• Problem to solve:
The pictures in the data below are to be omitted; all else must be duplicated exactly.

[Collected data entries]
--- START ---

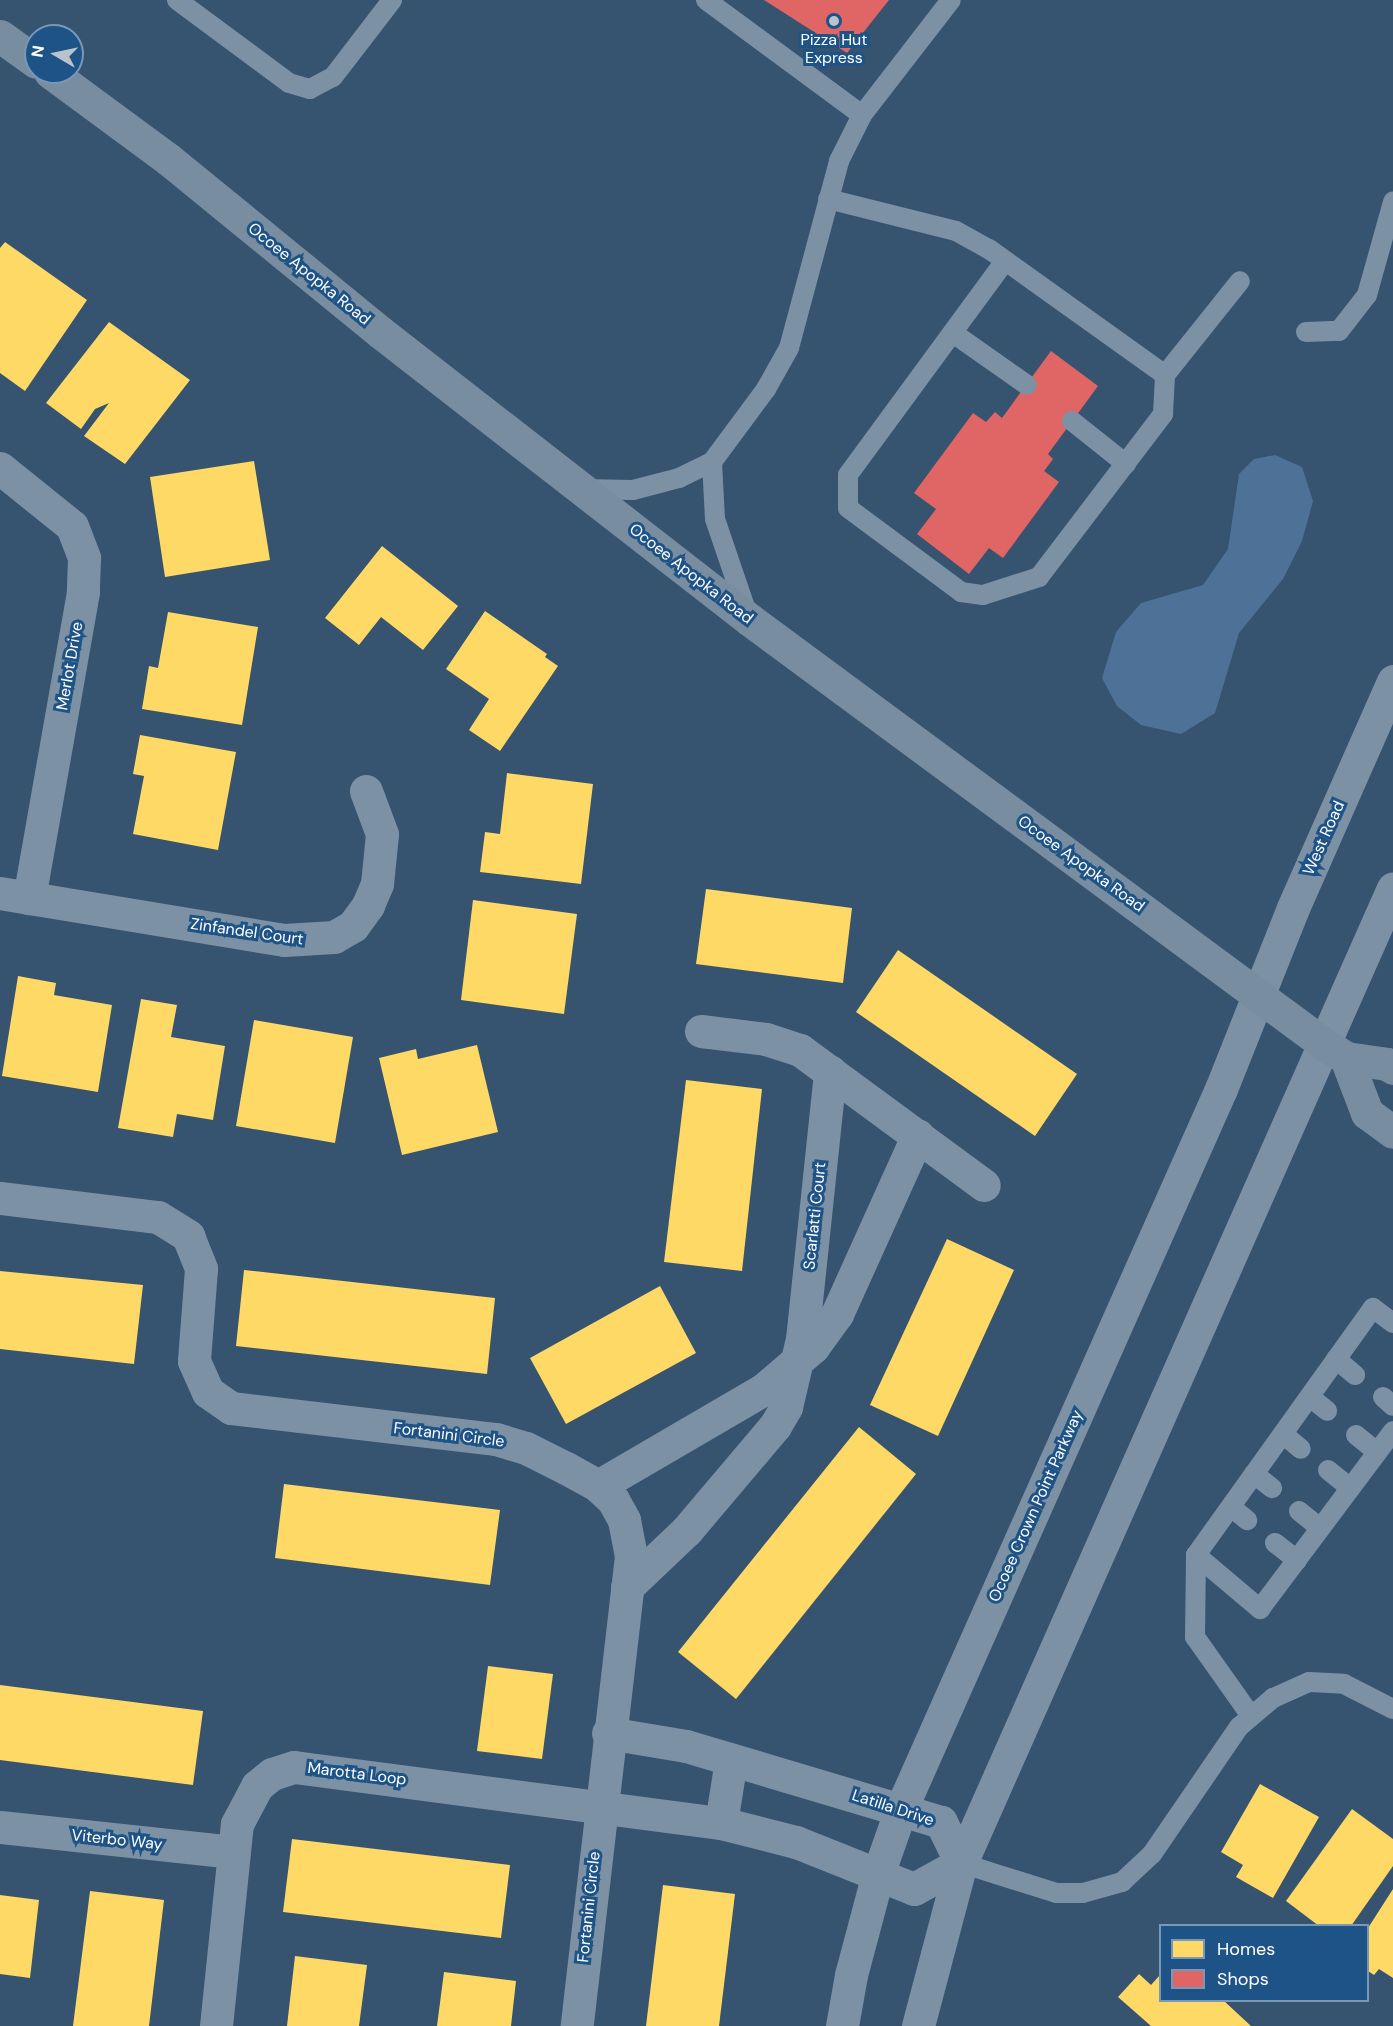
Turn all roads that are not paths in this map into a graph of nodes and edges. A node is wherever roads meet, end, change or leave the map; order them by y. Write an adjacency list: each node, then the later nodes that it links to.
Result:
1 (177, 0): 2 (lane)
2 (392, 0)
3 (706, 0): 8 (lane)
4 (951, 0): 8 (lane)
5 (0, 36): 6 (main road)
6 (24, 53)
7 (66, 84): 21 (main road, Ocoee Apopka Road)
8 (862, 115): 9 (lane)
9 (828, 199): 11 (lane); 18 (lane)
10 (1393, 202): 13 (lane)
11 (1005, 261): 14 (lane); 15 (lane)
12 (1240, 281): 15 (lane)
13 (1306, 332)
14 (953, 333): 16 (lane); 19 (lane)
15 (1165, 375): 19 (lane)
16 (1027, 385)
17 (1072, 421): 19 (lane)
18 (712, 462): 21 (lane); 22 (lane)
19 (1126, 464)
20 (0, 468): 26 (street, Merlot Drive)
21 (580, 489): 22 (main road, Ocoee Apopka Road)
22 (750, 621): 27 (main road, Ocoee Apopka Road)
23 (1393, 681): 27 (street, West Road)
24 (366, 791): 26 (street, Zinfandel Court)
25 (1393, 888): 29 (street)
26 (15, 895)
27 (1257, 995): 29 (main road, Ocoee Apopka Road); 65 (street, Ocoee Crown Point Parkway)
28 (701, 1031): 31 (street)
29 (1334, 1051): 30 (main road, Ocoee Apopka Road); 32 (main road); 69 (street)
30 (1393, 1068)
31 (830, 1071): 33 (street); 38 (street, Scarlatti Court)
32 (1393, 1132)
33 (918, 1135): 34 (street); 38 (street, Scarlatti Court)
34 (984, 1185)
35 (0, 1198): 49 (street, Fortanini Circle)
36 (1393, 1323): 37 (lane)
37 (1336, 1359): 39 (lane); 40 (lane)
38 (799, 1361): 49 (street, Scarlatti Court); 59 (street, Scarlatti Court)
39 (1356, 1375)
40 (1310, 1397): 41 (lane); 43 (lane)
41 (1327, 1412)
42 (1393, 1431): 46 (lane)
43 (1283, 1434): 45 (lane); 48 (lane)
44 (1356, 1435): 46 (lane)
45 (1301, 1449)
46 (1377, 1452): 51 (lane)
47 (1328, 1470): 51 (lane)
48 (1254, 1474): 50 (lane); 52 (lane)
49 (598, 1486): 59 (street, Fortanini Circle)
50 (1272, 1488)
51 (1350, 1488): 55 (lane)
52 (1231, 1507): 54 (lane); 57 (lane)
53 (1299, 1510): 55 (lane)
54 (1247, 1520)
55 (1320, 1528): 58 (lane)
56 (1275, 1543): 58 (lane)
57 (1196, 1555): 58 (lane); 61 (lane)
58 (1297, 1560)
59 (627, 1587): 62 (street, Fortanini Circle)
60 (1393, 1709): 61 (lane)
61 (1251, 1716): 69 (lane)
62 (608, 1733): 63 (street, Latilla Drive); 64 (street, Fortanini Circle)
63 (732, 1760): 65 (street, Latilla Drive); 66 (street)
64 (600, 1805): 66 (street); 68 (street, Marotta Loop); 72 (street, Fortanini Circle)
65 (901, 1809): 69 (street, Latilla Drive); 70 (street, Ocoee Crown Point Parkway)
66 (721, 1823): 70 (street)
67 (0, 1827): 68 (street, Viterbo Way)
68 (234, 1852): 71 (street, Marotta Loop)
69 (961, 1863): 70 (street); 74 (street)
70 (877, 1877): 73 (street, Ocoee Crown Point Parkway)
71 (216, 2026)
72 (577, 2026)
73 (842, 2026)
74 (918, 2026)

--- END ---

• Answer space:
Turn all roads that are not paths in this map into a graph of nodes and edges. A node is wherever roads meet, end, change or leave the map; order them by y. Write an adjacency list: each node, then the later nodes that it links to.
Result:
1 (177, 0): 2 (lane)
2 (392, 0)
3 (706, 0): 8 (lane)
4 (951, 0): 8 (lane)
5 (0, 36): 6 (main road)
6 (24, 53)
7 (66, 84): 21 (main road, Ocoee Apopka Road)
8 (862, 115): 9 (lane)
9 (828, 199): 11 (lane); 18 (lane)
10 (1393, 202): 13 (lane)
11 (1005, 261): 14 (lane); 15 (lane)
12 (1240, 281): 15 (lane)
13 (1306, 332)
14 (953, 333): 16 (lane); 19 (lane)
15 (1165, 375): 19 (lane)
16 (1027, 385)
17 (1072, 421): 19 (lane)
18 (712, 462): 21 (lane); 22 (lane)
19 (1126, 464)
20 (0, 468): 26 (street, Merlot Drive)
21 (580, 489): 22 (main road, Ocoee Apopka Road)
22 (750, 621): 27 (main road, Ocoee Apopka Road)
23 (1393, 681): 27 (street, West Road)
24 (366, 791): 26 (street, Zinfandel Court)
25 (1393, 888): 29 (street)
26 (15, 895)
27 (1257, 995): 29 (main road, Ocoee Apopka Road); 65 (street, Ocoee Crown Point Parkway)
28 (701, 1031): 31 (street)
29 (1334, 1051): 30 (main road, Ocoee Apopka Road); 32 (main road); 69 (street)
30 (1393, 1068)
31 (830, 1071): 33 (street); 38 (street, Scarlatti Court)
32 (1393, 1132)
33 (918, 1135): 34 (street); 38 (street, Scarlatti Court)
34 (984, 1185)
35 (0, 1198): 49 (street, Fortanini Circle)
36 (1393, 1323): 37 (lane)
37 (1336, 1359): 39 (lane); 40 (lane)
38 (799, 1361): 49 (street, Scarlatti Court); 59 (street, Scarlatti Court)
39 (1356, 1375)
40 (1310, 1397): 41 (lane); 43 (lane)
41 (1327, 1412)
42 (1393, 1431): 46 (lane)
43 (1283, 1434): 45 (lane); 48 (lane)
44 (1356, 1435): 46 (lane)
45 (1301, 1449)
46 (1377, 1452): 51 (lane)
47 (1328, 1470): 51 (lane)
48 (1254, 1474): 50 (lane); 52 (lane)
49 (598, 1486): 59 (street, Fortanini Circle)
50 (1272, 1488)
51 (1350, 1488): 55 (lane)
52 (1231, 1507): 54 (lane); 57 (lane)
53 (1299, 1510): 55 (lane)
54 (1247, 1520)
55 (1320, 1528): 58 (lane)
56 (1275, 1543): 58 (lane)
57 (1196, 1555): 58 (lane); 61 (lane)
58 (1297, 1560)
59 (627, 1587): 62 (street, Fortanini Circle)
60 (1393, 1709): 61 (lane)
61 (1251, 1716): 69 (lane)
62 (608, 1733): 63 (street, Latilla Drive); 64 (street, Fortanini Circle)
63 (732, 1760): 65 (street, Latilla Drive); 66 (street)
64 (600, 1805): 66 (street); 68 (street, Marotta Loop); 72 (street, Fortanini Circle)
65 (901, 1809): 69 (street, Latilla Drive); 70 (street, Ocoee Crown Point Parkway)
66 (721, 1823): 70 (street)
67 (0, 1827): 68 (street, Viterbo Way)
68 (234, 1852): 71 (street, Marotta Loop)
69 (961, 1863): 70 (street); 74 (street)
70 (877, 1877): 73 (street, Ocoee Crown Point Parkway)
71 (216, 2026)
72 (577, 2026)
73 (842, 2026)
74 (918, 2026)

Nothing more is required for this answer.